**Dataset:**
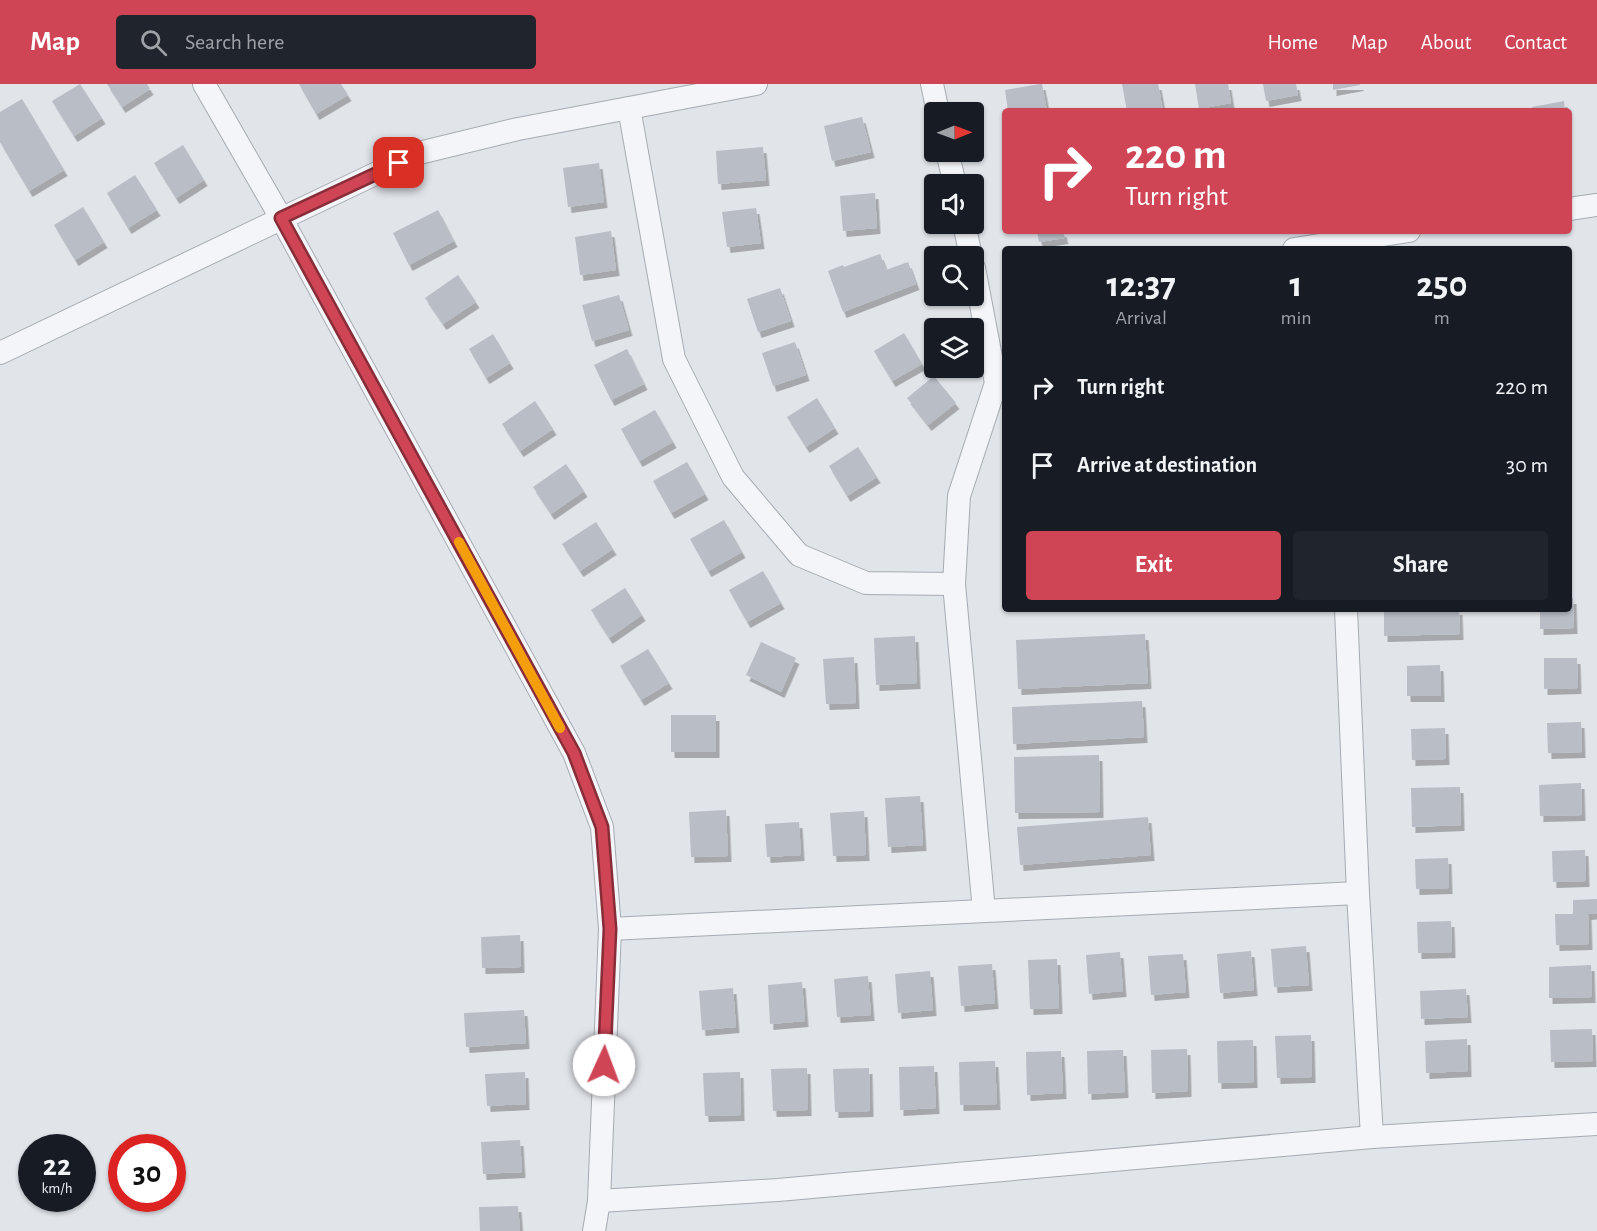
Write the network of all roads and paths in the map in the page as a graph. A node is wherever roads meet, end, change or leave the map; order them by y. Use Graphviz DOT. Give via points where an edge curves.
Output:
graph roads {
  1 [pos="204,84"];
  2 [pos="756,84"];
  3 [pos="932,84"];
  4 [pos="936,102"];
  5 [pos="629,108"];
  6 [pos="1597,205"];
  7 [pos="1572,209"];
  8 [pos="281,218"];
  9 [pos="1392,234"];
  10 [pos="1331,245"];
  11 [pos="983,306"];
  12 [pos="0,353"];
  13 [pos="1000,380"];
  14 [pos="954,584"];
  15 [pos="1346,612"];
  16 [pos="1358,893"];
  17 [pos="984,911"];
  18 [pos="610,929"];
  19 [pos="1597,1124"];
  20 [pos="1372,1137"];
  21 [pos="598,1201"];
  22 [pos="594,1231"];
  1 -- 8 [label="street"];
  2 -- 5 [label="street"];
  3 -- 4 [label="street"];
  5 -- 8 [label="street" via="419,153"];
  5 -- 14 [label="street" via="674,359 733,477 799,555 866,583"];
  6 -- 7 [label="street"];
  8 -- 12 [label="street"];
  8 -- 18 [label="street" via="574,753 602,827"];
  9 -- 10 [label="street"];
  11 -- 13 [label="street"];
  13 -- 14 [label="street" via="959,496"];
  14 -- 17 [label="street"];
  15 -- 16 [label="street"];
  16 -- 17 [label="street"];
  16 -- 20 [label="street"];
  17 -- 18 [label="street"];
  18 -- 21 [label="street"];
  19 -- 20 [label="street"];
  20 -- 21 [label="street" via="778,1190"];
  21 -- 22 [label="street"];
}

**What to do:** Only the pictures are to be omitted; the records above must otherwise be reproduced exactly.

**Answer box:**
Write the network of all roads and paths in the map in the page as a graph. A node is wherever roads meet, end, change or leave the map; order them by y. Use Graphviz DOT. Give via points where an edge curves.
Output:
graph roads {
  1 [pos="204,84"];
  2 [pos="756,84"];
  3 [pos="932,84"];
  4 [pos="936,102"];
  5 [pos="629,108"];
  6 [pos="1597,205"];
  7 [pos="1572,209"];
  8 [pos="281,218"];
  9 [pos="1392,234"];
  10 [pos="1331,245"];
  11 [pos="983,306"];
  12 [pos="0,353"];
  13 [pos="1000,380"];
  14 [pos="954,584"];
  15 [pos="1346,612"];
  16 [pos="1358,893"];
  17 [pos="984,911"];
  18 [pos="610,929"];
  19 [pos="1597,1124"];
  20 [pos="1372,1137"];
  21 [pos="598,1201"];
  22 [pos="594,1231"];
  1 -- 8 [label="street"];
  2 -- 5 [label="street"];
  3 -- 4 [label="street"];
  5 -- 8 [label="street" via="419,153"];
  5 -- 14 [label="street" via="674,359 733,477 799,555 866,583"];
  6 -- 7 [label="street"];
  8 -- 12 [label="street"];
  8 -- 18 [label="street" via="574,753 602,827"];
  9 -- 10 [label="street"];
  11 -- 13 [label="street"];
  13 -- 14 [label="street" via="959,496"];
  14 -- 17 [label="street"];
  15 -- 16 [label="street"];
  16 -- 17 [label="street"];
  16 -- 20 [label="street"];
  17 -- 18 [label="street"];
  18 -- 21 [label="street"];
  19 -- 20 [label="street"];
  20 -- 21 [label="street" via="778,1190"];
  21 -- 22 [label="street"];
}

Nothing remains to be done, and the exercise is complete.